### Given entries

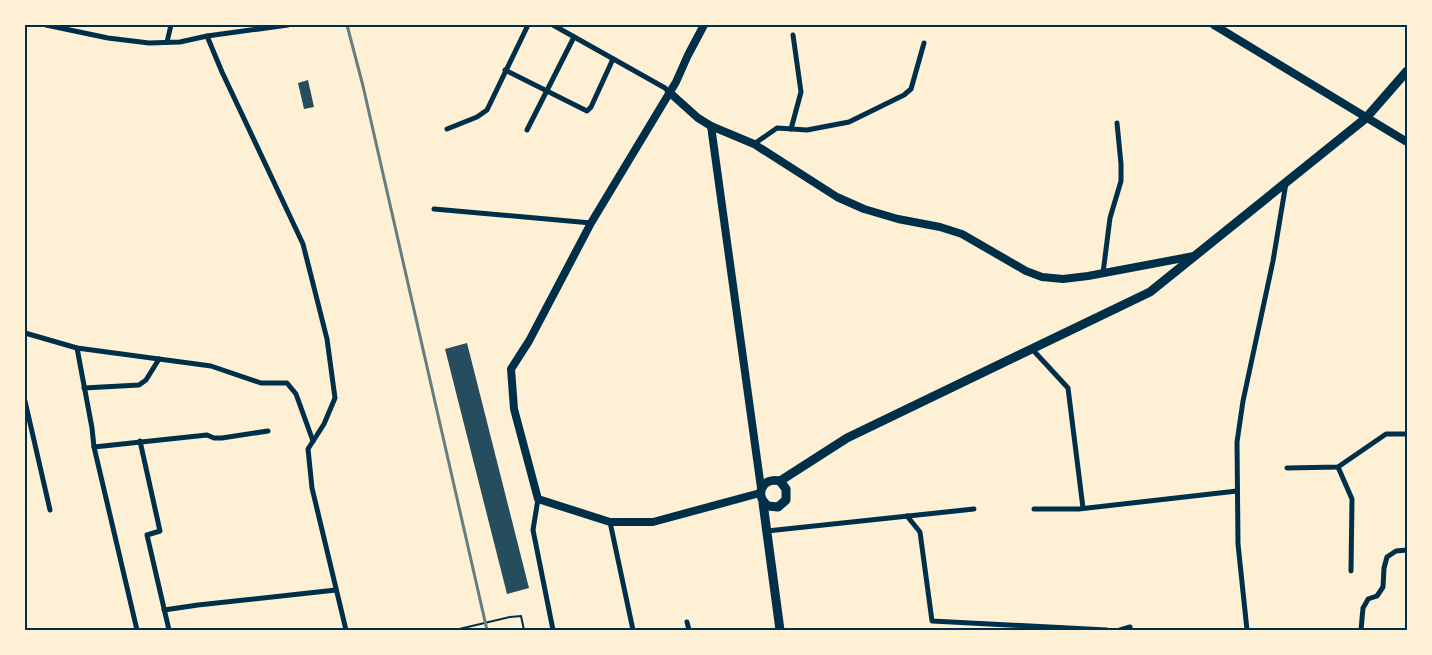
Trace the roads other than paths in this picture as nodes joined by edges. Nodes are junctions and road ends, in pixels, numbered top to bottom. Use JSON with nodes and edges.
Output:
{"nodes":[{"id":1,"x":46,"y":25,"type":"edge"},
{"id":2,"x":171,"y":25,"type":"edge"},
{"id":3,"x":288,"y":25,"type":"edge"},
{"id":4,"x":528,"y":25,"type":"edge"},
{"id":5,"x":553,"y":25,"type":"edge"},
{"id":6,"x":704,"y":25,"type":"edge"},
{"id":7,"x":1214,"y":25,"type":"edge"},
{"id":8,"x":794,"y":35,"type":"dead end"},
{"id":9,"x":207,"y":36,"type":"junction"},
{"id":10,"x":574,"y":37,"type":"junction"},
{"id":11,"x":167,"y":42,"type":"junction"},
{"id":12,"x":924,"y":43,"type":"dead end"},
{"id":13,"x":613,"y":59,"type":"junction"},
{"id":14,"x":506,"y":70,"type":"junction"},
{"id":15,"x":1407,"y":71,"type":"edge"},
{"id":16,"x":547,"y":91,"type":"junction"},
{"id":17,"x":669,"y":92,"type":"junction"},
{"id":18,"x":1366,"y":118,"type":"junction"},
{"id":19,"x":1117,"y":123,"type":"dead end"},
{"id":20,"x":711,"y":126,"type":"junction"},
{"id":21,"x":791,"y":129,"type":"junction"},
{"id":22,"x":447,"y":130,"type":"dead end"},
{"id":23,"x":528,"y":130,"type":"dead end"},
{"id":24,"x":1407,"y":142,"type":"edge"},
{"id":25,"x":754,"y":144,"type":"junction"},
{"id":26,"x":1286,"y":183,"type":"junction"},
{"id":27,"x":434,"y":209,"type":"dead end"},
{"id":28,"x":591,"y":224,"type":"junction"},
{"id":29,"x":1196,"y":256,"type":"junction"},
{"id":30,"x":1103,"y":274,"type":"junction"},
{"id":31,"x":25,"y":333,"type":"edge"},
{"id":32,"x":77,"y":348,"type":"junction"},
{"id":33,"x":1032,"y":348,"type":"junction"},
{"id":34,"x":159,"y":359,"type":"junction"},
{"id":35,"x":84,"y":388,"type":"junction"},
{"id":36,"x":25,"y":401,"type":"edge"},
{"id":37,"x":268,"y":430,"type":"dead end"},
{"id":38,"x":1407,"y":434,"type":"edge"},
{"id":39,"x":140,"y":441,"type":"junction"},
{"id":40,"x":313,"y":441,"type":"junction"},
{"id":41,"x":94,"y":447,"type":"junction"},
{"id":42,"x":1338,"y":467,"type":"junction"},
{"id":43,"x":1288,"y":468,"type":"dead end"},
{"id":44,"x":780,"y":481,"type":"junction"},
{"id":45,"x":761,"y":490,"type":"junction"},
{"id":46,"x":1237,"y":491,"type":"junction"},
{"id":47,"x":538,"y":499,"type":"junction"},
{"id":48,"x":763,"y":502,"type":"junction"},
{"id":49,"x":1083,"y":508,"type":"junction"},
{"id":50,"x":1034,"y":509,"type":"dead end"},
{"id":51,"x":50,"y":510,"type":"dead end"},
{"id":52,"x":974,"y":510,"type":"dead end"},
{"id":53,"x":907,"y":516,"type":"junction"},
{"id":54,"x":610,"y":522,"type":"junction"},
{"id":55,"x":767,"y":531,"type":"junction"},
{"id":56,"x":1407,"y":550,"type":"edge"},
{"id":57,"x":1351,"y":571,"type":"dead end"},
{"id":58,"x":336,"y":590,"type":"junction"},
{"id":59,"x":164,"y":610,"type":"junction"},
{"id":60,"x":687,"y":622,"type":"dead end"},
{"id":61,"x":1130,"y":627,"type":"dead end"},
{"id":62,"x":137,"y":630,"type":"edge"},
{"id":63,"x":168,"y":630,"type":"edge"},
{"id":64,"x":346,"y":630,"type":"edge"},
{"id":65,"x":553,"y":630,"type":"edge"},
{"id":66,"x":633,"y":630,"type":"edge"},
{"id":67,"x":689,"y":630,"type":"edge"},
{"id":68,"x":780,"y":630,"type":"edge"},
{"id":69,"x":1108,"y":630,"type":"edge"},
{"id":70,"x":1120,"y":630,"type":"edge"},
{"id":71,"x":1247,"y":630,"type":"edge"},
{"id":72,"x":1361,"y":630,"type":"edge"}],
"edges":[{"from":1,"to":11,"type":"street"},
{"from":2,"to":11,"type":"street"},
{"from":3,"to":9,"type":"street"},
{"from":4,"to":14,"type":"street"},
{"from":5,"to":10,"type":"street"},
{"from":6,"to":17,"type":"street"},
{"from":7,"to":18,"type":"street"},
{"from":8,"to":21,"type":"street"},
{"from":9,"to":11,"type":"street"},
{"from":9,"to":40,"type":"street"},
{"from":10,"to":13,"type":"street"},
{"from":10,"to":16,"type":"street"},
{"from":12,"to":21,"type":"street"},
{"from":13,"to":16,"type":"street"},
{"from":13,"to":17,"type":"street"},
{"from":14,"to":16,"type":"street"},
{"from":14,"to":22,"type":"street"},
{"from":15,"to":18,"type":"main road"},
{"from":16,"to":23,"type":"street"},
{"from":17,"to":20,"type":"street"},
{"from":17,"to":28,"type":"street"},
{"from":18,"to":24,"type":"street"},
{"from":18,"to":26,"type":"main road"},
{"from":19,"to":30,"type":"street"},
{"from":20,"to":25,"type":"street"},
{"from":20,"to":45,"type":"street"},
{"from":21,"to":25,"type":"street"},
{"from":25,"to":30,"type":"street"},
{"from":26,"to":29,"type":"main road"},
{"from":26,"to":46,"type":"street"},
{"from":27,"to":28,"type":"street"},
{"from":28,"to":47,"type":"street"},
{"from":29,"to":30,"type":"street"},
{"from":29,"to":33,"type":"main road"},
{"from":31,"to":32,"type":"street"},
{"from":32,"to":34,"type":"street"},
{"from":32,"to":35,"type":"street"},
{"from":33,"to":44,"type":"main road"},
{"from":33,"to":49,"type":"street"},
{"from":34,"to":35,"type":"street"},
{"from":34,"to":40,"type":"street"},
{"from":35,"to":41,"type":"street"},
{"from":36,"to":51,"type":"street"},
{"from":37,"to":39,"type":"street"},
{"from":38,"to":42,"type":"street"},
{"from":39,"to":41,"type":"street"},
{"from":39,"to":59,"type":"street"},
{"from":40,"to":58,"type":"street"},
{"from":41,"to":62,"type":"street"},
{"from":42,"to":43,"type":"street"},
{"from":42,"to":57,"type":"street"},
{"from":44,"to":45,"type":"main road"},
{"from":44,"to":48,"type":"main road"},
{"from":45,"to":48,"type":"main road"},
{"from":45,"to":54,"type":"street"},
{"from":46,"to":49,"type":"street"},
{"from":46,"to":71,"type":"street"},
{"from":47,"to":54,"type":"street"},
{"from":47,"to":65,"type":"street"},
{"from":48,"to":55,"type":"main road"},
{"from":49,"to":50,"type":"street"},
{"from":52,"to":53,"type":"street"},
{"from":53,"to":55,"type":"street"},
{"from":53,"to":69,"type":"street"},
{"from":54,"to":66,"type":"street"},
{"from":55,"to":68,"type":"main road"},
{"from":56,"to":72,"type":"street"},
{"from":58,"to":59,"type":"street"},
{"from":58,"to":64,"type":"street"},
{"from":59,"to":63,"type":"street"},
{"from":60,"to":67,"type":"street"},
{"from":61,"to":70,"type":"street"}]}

---

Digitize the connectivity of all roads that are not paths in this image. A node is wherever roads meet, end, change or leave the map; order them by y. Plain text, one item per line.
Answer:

* * *

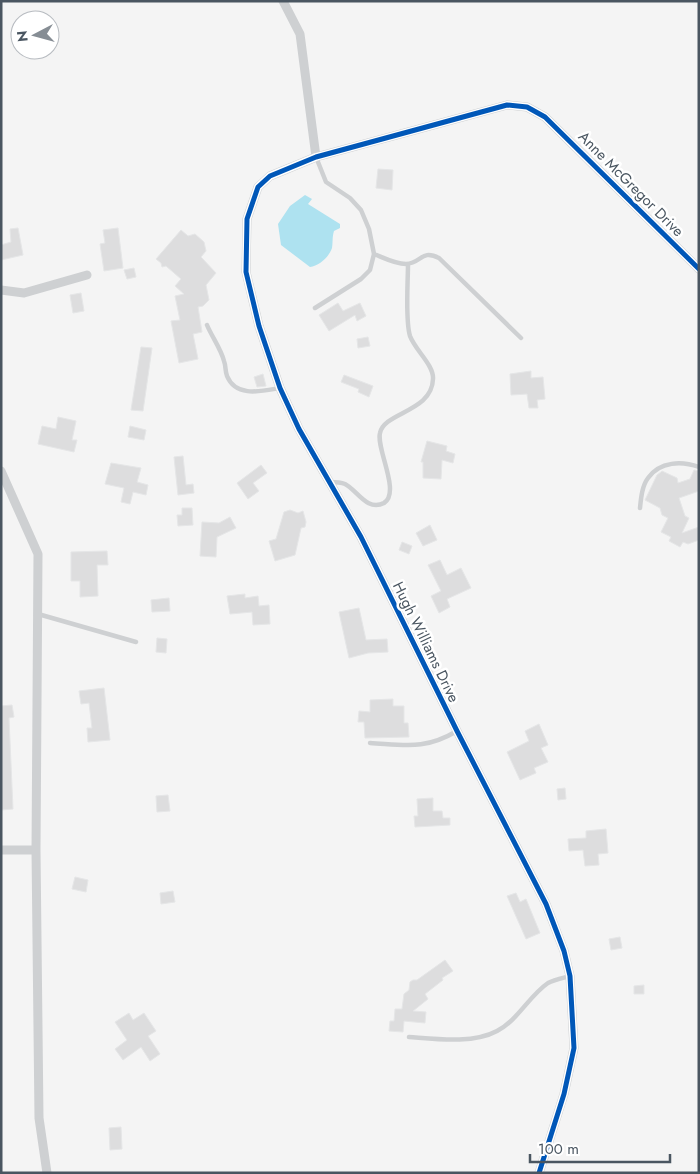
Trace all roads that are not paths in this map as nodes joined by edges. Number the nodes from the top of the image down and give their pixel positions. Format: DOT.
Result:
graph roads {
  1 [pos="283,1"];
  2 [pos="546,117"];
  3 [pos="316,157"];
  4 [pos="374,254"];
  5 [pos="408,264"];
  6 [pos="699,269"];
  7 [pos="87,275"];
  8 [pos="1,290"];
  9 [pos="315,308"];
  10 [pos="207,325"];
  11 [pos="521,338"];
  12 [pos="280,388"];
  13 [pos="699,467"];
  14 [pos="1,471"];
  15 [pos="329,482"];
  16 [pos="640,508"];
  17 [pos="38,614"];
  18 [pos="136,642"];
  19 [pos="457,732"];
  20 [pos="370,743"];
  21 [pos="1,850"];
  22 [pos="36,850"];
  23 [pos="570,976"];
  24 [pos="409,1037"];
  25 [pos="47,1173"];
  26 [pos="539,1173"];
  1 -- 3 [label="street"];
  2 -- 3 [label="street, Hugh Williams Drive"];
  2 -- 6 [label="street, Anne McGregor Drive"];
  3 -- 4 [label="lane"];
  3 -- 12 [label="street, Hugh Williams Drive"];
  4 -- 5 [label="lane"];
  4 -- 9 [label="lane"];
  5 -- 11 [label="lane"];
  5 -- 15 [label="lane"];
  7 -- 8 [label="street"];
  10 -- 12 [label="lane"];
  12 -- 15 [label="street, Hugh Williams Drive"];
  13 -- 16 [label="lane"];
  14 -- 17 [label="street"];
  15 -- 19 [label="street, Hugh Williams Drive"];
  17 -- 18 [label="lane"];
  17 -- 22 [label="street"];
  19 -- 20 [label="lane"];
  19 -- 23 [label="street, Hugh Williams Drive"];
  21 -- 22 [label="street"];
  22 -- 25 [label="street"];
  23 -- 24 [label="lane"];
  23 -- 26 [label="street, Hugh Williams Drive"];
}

### About this exercise
Copy, from the material, each line that holds the string "joined".

### Exercise output
Trace the roads other than paths in this picture as nodes joined by edges. Nodes are junctions and road ends, in pixels, numbered top to bottom. Use JSON with nodes and edges.
Trace all roads that are not paths in this map as nodes joined by edges. Number the nodes from the top of the image down and give their pixel positions. Format: DOT.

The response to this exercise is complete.